The second graph gives a list of queued discovery requests. Ideally this should be mostly 0 (as mine shows). In normal operation, Lighthouse shouldn't really require discovery queries as it should maintain a connection of useful peers without having to discover any. However, if a bunch of peers drop off a subnet, Lighthouse will start a bunch of discovery requests to try and search for peers on these subnets to connect to. This will be reflected in this graph. If your node is constantly doing discovery requests, it could be queuing them and important ones are delayed. This is a sign of poor network connectivity.

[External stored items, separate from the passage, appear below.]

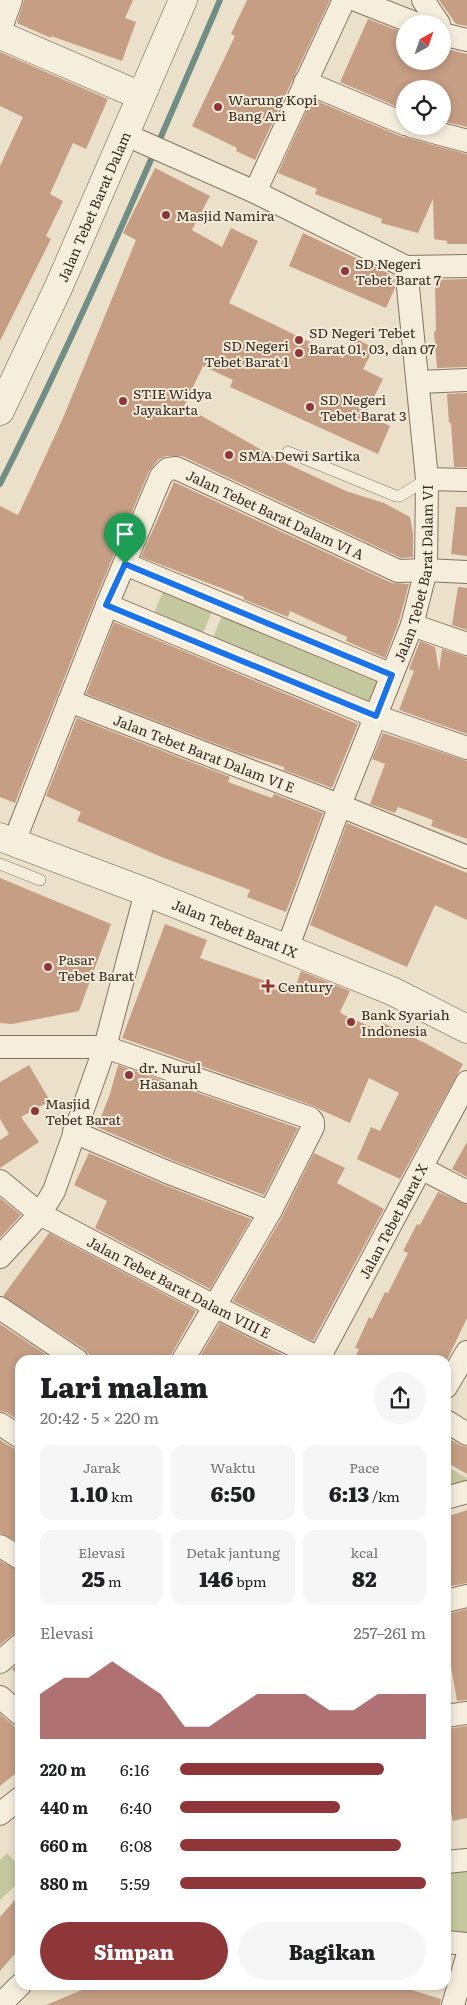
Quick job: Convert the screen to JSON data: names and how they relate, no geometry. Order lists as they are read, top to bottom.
{
  "streets": {
    "street": [
      "Jalan Tebet Barat Dalam",
      "Jalan Tebet Barat Dalam VI A",
      "Jalan Tebet Barat Dalam VI",
      "Jalan Tebet Barat Dalam VI E",
      "Jalan Tebet Barat IX",
      "Jalan Tebet Barat X",
      "Jalan Tebet Barat Dalam VIII E"
    ]
  },
  "crossings": [
    ["Jalan Tebet Barat Dalam VI A", "Jalan Tebet Barat Dalam VI"],
    ["Jalan Tebet Barat Dalam VI A", "Jalan Tebet Barat Dalam VI E"],
    ["Jalan Tebet Barat Dalam VI A", "Jalan Tebet Barat IX"],
    ["Jalan Tebet Barat Dalam VI", "Jalan Tebet Barat Dalam VI E"],
    ["Jalan Tebet Barat Dalam VI", "Jalan Tebet Barat IX"]
  ],
  "places": {
    "other": [
      "Warung Kopi Bang Ari",
      "Masjid Namira",
      "SD Negeri Tebet Barat 7",
      "SD Negeri Tebet Barat 01, 03, dan 07",
      "SD Negeri Tebet Barat 1",
      "STIE Widya Jayakarta",
      "SD Negeri Tebet Barat 3",
      "SMA Dewi Sartika",
      "Pasar Tebet Barat",
      "Bank Syariah Indonesia",
      "dr. Nurul Hasanah",
      "Masjid Tebet Barat"
    ],
    "health": ["Century"]
  },
  "north": "top right",
  "page": {
    "heading": ["Lari malam", "20:42 · 5 × 220 m"],
    "stats": [
      ["Jarak", "1.10 km"],
      ["Waktu", "6:50"],
      ["Pace", "6:13 /km"],
      ["Elevasi", "25 m"],
      ["Detak jantung", "146 bpm"],
      ["kcal", "82"]
    ],
    "chart": ["Elevasi", "257–261 m"],
    "list": [
      {
        "name": "220 m",
        "note": "6:16"
      },
      {
        "name": "440 m",
        "note": "6:40"
      },
      {
        "name": "660 m",
        "note": "6:08"
      },
      {
        "name": "880 m",
        "note": "5:59"
      }
    ],
    "buttons": ["Simpan", "Bagikan"]
  }
}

Finally, the last graph shows the number of times it failed to publish an attestation on a subnet. In the example, there are no failures, so the graph has no data to show. However, if there are missed attestations, you should notice spikes that will likely correspond with no peers on a given subnet and a few discovery searches trying to find those peers. If you see spikes in the bottom graph, then its very likely you are having issues finding and maintaining peers.
Real World Case-Study
Lets track down one of my missed attestations and see if we can identify the cause.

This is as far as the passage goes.